Opinión

Ayotizapa, México: la pesadilla de Antígona

Por Ricardo Andrade Jardí

Sueña Antígona que despierta de la pesadilla de una estirpe azotada por los males y al despertar la realidad que se muestra es la pesadilla de sus sueños. Piensa Antígona que nadie merece la suerte horrible de no dar sepultura a los que ama; y mientras Antígona sueña y piensa en la realidad terrible de una corrompida Tebas, Creonte, el tirano, con su cofradía de decadentes lacayos, entre bacanales y narcoshows telecráticos, anuncia los nuevos tiempos que vendrán para una nación que renunció a sus derechos soberanos. Aunque todas y todos saben que no habrá tales tiempos, que la peste ha vuelto y esta vez no hay quien se enfrente a las Esfinges, como lo hizo Edipo, sus hijos han muerto, han desaparecido, o son una estadística más en las fosas que se encuentran por todo el decadente país tebano.

Antígona recuerda que ha escuchado, o ha soñado, la prohibición de que los hijos disidentes de Tebas sean sepultados. Pero de pronto Antígona sabe y comprende que no es un sueño, que el país de su infancia se ha convertido en una gran fosa común, donde cada día, cada minuto, aparecen los muertos de todos y de todas, aunque el miedo silencie nuestros ojos. Y las madres y lo padres y las hermanas y los novios y las novias se desplazan cientos de miles de kilómetros con la terrible esperanza de que los nuevos muertos sean por fin sus hijos, sus hermanas, sus esposos desaparecidos por la corrupción y cobijados por la impunidad que Creonte y los suyos le han impuesto a la que fuera Tebas la grande, Tebas, la de las siete puertas, la región más transparente, hoy tan decadente que nadie atina a reconocer aquella nación que fue referencia grandiosa de otros tiempos.

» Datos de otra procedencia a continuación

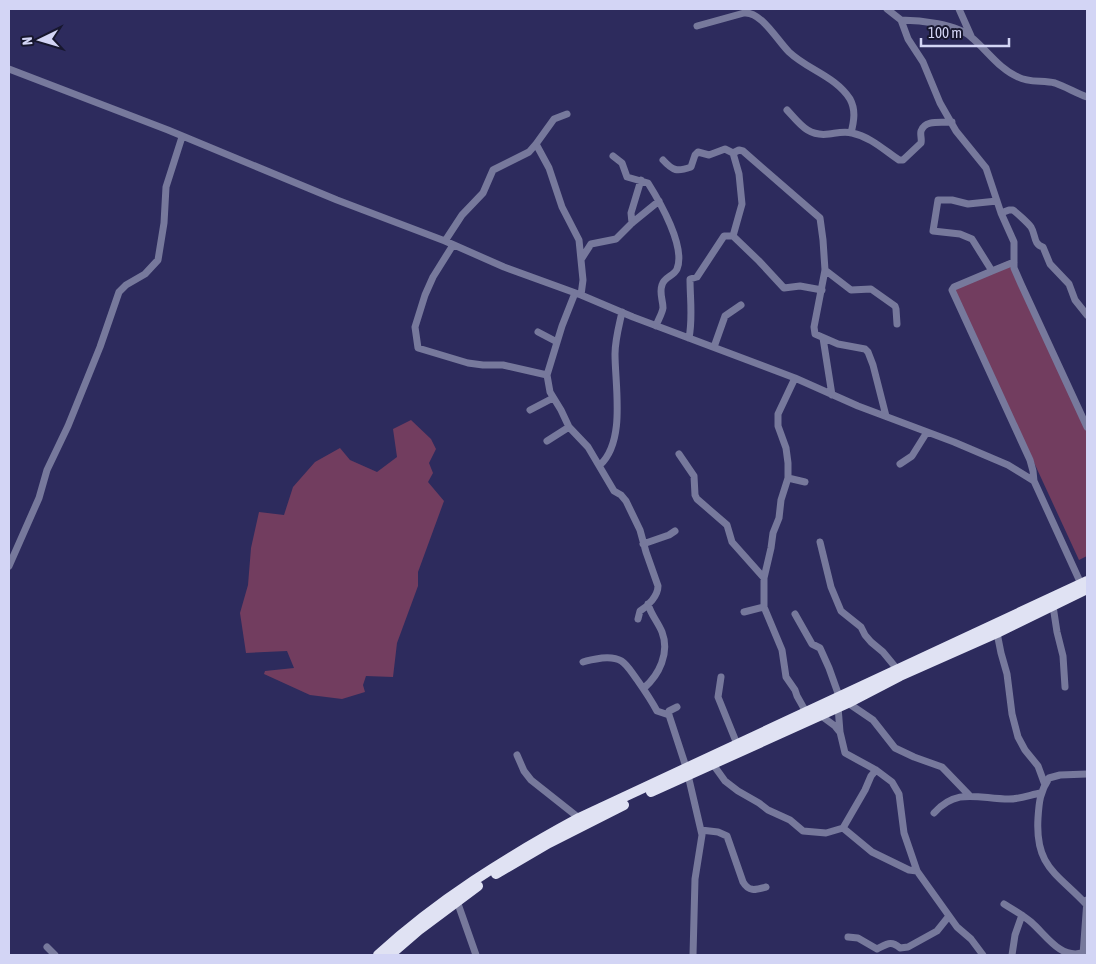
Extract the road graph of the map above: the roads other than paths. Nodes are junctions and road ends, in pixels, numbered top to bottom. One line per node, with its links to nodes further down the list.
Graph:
1 (729, 9): 4 (street)
2 (887, 9): 5 (street)
3 (959, 9): 7 (street)
4 (728, 17): 6 (street); 13 (street)
5 (901, 20): 7 (street); 12 (street)
6 (697, 26)
7 (970, 36): 9 (street)
8 (9, 69): 14 (street)
9 (1087, 97)
10 (787, 110): 13 (street)
11 (567, 114): 15 (street)
12 (952, 122): 13 (street); 21 (street)
13 (851, 133)
14 (182, 137): 25 (street); 62 (street)
15 (536, 144): 25 (street); 27 (street)
16 (733, 153): 18 (street); 24 (street); 29 (street)
17 (613, 156): 19 (street)
18 (663, 160)
19 (641, 180): 20 (street); 23 (street)
20 (659, 201): 23 (street); 37 (street)
21 (997, 202): 22 (street); 30 (street)
22 (1001, 213): 28 (street); 35 (street)
23 (632, 223): 27 (street)
24 (733, 236): 31 (street); 39 (street)
25 (445, 241): 26 (street)
26 (453, 244): 32 (street); 43 (street)
27 (582, 258): 32 (street)
28 (1014, 262): 30 (street); 50 (street)
29 (825, 270): 31 (street); 36 (street)
30 (992, 271): 57 (street)
31 (822, 290): 40 (street)
32 (578, 294): 34 (street); 41 (street)
33 (740, 305): 42 (street)
34 (622, 312): 37 (street); 55 (street)
35 (1087, 315)
36 (897, 324)
37 (656, 326): 39 (street)
38 (538, 332): 41 (street)
39 (689, 338): 42 (street)
40 (823, 338): 45 (street); 48 (street)
41 (557, 342): 43 (street)
42 (714, 348): 44 (street)
43 (547, 375): 46 (street)
44 (795, 378): 45 (street); 56 (street)
45 (832, 395): 48 (street)
46 (553, 398): 47 (street); 49 (street)
47 (530, 410)
48 (886, 416): 51 (street)
49 (569, 427): 52 (street); 55 (street)
50 (1087, 427)
51 (927, 432): 54 (street); 57 (street)
52 (547, 441)
53 (679, 454): 63 (street)
54 (900, 464)
55 (600, 465): 61 (street)
56 (788, 478): 58 (street); 63 (street)
57 (1034, 481): 64 (street)
58 (805, 482)
59 (675, 531): 61 (street)
60 (820, 542): 73 (street)
61 (643, 544): 65 (street)
62 (9, 566)
63 (764, 578): 67 (street)
64 (1085, 586): 66 (highway); 73 (highway)
65 (648, 604): 70 (street); 76 (street)
66 (1054, 606): 71 (highway); 75 (street)
67 (764, 607): 68 (street); 79 (street)
68 (744, 612)
69 (795, 614): 77 (street)
70 (638, 619)
71 (997, 633): 77 (highway); 89 (street)
72 (582, 662): 76 (street)
73 (897, 669): 77 (highway)
74 (721, 676): 83 (street)
75 (1065, 687)
76 (644, 688): 80 (street)
77 (842, 702): 79 (highway); 81 (highway); 82 (street); 91 (street)
78 (677, 707): 80 (street)
79 (806, 712): 83 (highway)
80 (669, 715): 87 (street)
81 (820, 715): 82 (street); 85 (highway)
82 (840, 732): 86 (street)
83 (737, 744): 87 (highway)
84 (518, 755): 93 (street)
85 (712, 763): 87 (highway); 94 (street)
86 (876, 770): 94 (street); 96 (street)
87 (687, 771): 93 (highway); 95 (street); 98 (highway)
88 (1087, 774): 89 (street)
89 (1045, 785): 90 (street)
90 (1040, 794): 91 (street); 99 (street)
91 (969, 796): 92 (street)
92 (934, 813)
93 (579, 818): 107 (highway)
94 (843, 828): 96 (street)
95 (701, 830): 97 (street); 110 (street)
96 (917, 871): 102 (street)
97 (766, 887)
98 (457, 901): 108 (highway); 109 (street)
99 (1086, 902): 105 (street)
100 (1004, 904): 101 (street)
101 (1022, 915): 105 (street); 112 (street)
102 (949, 916): 103 (street); 111 (street)
103 (848, 937)
104 (47, 947): 106 (street)
105 (1082, 954)
106 (55, 955)
107 (378, 955)
108 (390, 955)
109 (476, 955)
110 (693, 955)
111 (983, 955)
112 (1012, 955)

Antígona sale a la calle y no sabe si aún vive la pesadilla de sus sueños o si sus sueños son la pesadilla de su vida; costas, selvas, montañas y desiertos recorre para sepultar a sus hermanos y comprende que ella, que se pensó sola, es tantas otras, que buscan un mínimo fragmento de carroña que les indique en qué lugar del basurero, la carretera o el contenedor de un trailer, o morgue pueden estar las hijas, los esposos, las novias, los primos, los vecinos, las amigas, las madres, aquellos y aquellas a los que amamos, los que están ausentes por la prepotencia de tiranos, que en su infinita pequeñez han renunciado, como Creonte, al alma humana a cambio de un puñado de denarios, de una miseria que de todas formas no puede ni podrá comprar la ira de tanto dolor, la rabia de tantos muertos sin rostro, que cada día nos gritan sus nombres pues se niegan, como también se niegan las Antígonas de esta patria, a que sus seres queridos sigan siendo un número de mierda en la estadística oficial. Son hombres, son mujeres, son niños, son migrantes, son estudiantes, son madres, son jóvenes, son campesinos, son luchadores sociales, bailarinas, periodistas, que amaron, que creyeron, que soñaron, pero no son números, son nuestras, nuestros muertos, los muertos de todas y de todos. Y de pronto Antígona abre los ojos y descubre que de tanto caminar ha llegado al Tártaro y que ese lugar hoy se llama Ayotzinapa México. Y con terror, y ese llanto que arranca la esperanza de los ojos, comprende cuántas sepulturas faltan y cuántos tiranos hay aún por derrocar para terminar de una buena vez con su inagotable e involuntario oficio de sepultadora. Y Antígona agotada desea, por un momento eterno, ser entonces la sepultada.